## Task to complete
Among the entries below, count the lines holding the string "Gertrude". Respond with the number alone.

## Provided records

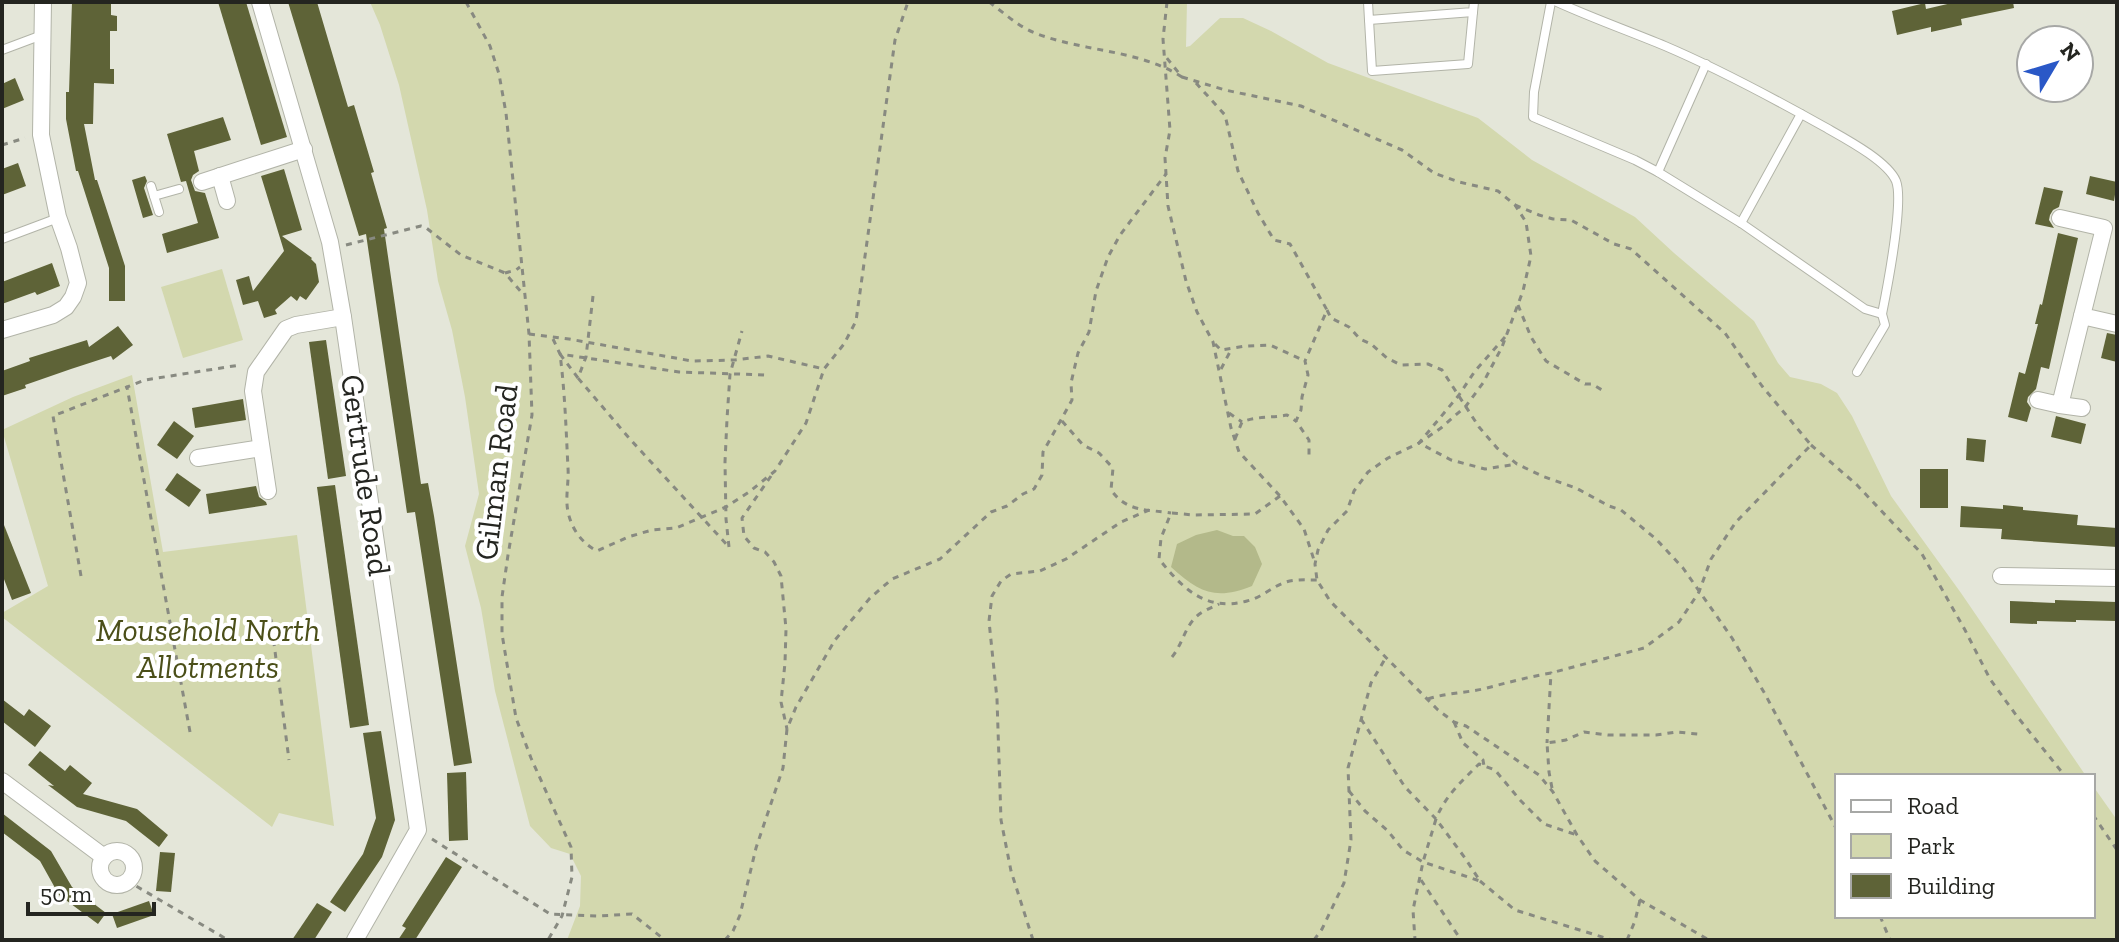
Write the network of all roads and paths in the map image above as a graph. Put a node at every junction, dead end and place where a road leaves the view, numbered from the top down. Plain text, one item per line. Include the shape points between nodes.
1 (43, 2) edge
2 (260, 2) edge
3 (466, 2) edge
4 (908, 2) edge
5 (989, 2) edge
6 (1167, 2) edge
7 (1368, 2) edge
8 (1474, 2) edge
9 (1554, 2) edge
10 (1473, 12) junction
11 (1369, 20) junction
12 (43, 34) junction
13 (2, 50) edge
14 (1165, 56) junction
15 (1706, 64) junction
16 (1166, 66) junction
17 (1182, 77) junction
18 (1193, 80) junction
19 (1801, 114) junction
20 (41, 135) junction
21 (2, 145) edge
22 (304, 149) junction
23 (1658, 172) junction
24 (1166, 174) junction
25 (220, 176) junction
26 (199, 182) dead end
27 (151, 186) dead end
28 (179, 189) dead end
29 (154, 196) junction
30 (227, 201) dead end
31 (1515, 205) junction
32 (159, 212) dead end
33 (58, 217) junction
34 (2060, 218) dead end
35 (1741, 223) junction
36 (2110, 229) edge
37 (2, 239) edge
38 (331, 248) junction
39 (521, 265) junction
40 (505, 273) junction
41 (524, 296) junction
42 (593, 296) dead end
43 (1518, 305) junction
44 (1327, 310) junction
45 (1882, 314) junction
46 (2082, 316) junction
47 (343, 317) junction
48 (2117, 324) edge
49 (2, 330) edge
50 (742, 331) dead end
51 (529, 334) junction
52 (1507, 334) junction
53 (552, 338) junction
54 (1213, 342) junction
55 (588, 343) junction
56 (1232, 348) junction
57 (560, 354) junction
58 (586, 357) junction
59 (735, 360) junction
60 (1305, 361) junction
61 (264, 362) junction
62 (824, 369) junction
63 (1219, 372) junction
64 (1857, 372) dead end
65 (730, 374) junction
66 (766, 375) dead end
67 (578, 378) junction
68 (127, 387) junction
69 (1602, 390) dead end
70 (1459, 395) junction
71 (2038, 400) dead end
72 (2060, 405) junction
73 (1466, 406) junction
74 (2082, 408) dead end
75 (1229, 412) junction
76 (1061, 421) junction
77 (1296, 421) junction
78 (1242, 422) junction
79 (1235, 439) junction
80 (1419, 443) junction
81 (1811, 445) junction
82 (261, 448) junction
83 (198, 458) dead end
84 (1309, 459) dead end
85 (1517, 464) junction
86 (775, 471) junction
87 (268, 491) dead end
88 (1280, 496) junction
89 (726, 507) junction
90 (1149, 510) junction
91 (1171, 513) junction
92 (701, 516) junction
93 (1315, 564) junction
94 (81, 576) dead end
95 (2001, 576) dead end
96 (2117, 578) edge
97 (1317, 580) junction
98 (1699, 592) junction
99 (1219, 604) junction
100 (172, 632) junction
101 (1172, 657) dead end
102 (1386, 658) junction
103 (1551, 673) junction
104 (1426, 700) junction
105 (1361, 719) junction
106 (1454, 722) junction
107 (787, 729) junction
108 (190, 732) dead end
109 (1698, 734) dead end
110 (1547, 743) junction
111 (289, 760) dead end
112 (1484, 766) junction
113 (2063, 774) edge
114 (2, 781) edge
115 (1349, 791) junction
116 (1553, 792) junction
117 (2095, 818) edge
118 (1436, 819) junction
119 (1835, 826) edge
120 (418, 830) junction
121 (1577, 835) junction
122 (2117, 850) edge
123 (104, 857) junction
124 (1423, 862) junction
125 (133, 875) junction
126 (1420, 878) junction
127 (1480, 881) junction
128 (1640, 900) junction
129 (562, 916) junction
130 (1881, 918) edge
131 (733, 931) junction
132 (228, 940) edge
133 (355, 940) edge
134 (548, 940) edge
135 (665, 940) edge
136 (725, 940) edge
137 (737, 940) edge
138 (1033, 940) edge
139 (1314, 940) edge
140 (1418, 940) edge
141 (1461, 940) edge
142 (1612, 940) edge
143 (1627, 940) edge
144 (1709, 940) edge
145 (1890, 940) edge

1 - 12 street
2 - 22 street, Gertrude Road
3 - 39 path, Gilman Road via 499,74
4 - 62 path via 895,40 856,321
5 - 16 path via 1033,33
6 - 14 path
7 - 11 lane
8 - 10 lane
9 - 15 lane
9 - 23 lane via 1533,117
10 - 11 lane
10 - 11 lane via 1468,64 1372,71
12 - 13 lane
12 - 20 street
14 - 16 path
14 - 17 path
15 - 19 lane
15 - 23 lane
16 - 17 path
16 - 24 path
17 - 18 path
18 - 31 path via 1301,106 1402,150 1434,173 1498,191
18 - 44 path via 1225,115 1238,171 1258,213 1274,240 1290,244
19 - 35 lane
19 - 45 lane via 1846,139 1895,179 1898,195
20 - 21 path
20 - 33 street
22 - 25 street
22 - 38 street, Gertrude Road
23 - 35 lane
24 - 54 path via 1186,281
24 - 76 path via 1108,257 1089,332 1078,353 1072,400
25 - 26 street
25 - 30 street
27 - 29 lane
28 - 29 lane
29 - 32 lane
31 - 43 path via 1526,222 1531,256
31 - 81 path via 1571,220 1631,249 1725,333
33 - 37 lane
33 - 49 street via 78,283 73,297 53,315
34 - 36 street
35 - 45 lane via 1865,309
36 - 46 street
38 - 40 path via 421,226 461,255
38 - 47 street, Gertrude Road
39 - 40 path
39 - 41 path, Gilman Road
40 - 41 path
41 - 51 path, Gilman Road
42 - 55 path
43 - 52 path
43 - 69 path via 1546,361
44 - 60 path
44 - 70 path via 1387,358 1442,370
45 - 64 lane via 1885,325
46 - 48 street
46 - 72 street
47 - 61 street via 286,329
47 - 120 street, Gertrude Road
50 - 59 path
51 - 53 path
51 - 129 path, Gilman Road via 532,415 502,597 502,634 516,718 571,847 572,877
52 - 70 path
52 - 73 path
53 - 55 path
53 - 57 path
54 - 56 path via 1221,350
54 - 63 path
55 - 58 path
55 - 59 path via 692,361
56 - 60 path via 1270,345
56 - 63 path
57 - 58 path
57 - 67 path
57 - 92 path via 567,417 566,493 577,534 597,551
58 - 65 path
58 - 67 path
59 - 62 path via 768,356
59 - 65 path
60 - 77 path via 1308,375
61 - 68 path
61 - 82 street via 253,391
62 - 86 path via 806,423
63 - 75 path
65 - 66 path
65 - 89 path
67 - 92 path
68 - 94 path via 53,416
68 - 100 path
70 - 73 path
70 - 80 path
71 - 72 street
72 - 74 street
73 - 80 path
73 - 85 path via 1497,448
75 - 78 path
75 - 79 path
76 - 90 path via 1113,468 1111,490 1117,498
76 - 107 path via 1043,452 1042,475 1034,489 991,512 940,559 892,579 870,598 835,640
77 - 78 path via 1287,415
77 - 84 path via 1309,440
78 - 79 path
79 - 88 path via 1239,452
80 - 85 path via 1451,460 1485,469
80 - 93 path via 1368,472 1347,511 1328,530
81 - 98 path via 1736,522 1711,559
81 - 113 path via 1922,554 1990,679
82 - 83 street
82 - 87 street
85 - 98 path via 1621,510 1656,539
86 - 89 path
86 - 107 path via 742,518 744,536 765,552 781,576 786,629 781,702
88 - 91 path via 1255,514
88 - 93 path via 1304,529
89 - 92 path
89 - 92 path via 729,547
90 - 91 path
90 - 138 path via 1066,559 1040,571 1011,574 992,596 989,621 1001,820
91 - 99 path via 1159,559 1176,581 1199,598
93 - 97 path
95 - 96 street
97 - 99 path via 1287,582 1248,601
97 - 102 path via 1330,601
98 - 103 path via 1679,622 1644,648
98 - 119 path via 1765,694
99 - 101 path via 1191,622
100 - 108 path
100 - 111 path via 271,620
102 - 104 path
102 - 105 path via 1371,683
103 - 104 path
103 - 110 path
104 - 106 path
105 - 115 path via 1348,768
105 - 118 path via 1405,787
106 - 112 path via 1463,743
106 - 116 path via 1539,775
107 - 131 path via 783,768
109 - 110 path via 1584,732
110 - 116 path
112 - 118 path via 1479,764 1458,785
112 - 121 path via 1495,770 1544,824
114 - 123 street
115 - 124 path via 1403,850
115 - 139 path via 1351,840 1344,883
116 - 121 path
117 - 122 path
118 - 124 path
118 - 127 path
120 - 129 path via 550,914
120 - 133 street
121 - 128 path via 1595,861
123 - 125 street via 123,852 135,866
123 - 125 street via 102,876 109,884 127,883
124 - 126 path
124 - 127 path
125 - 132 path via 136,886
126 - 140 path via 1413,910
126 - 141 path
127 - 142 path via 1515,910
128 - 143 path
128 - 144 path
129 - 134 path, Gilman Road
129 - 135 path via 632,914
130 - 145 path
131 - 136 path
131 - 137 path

## Task response
4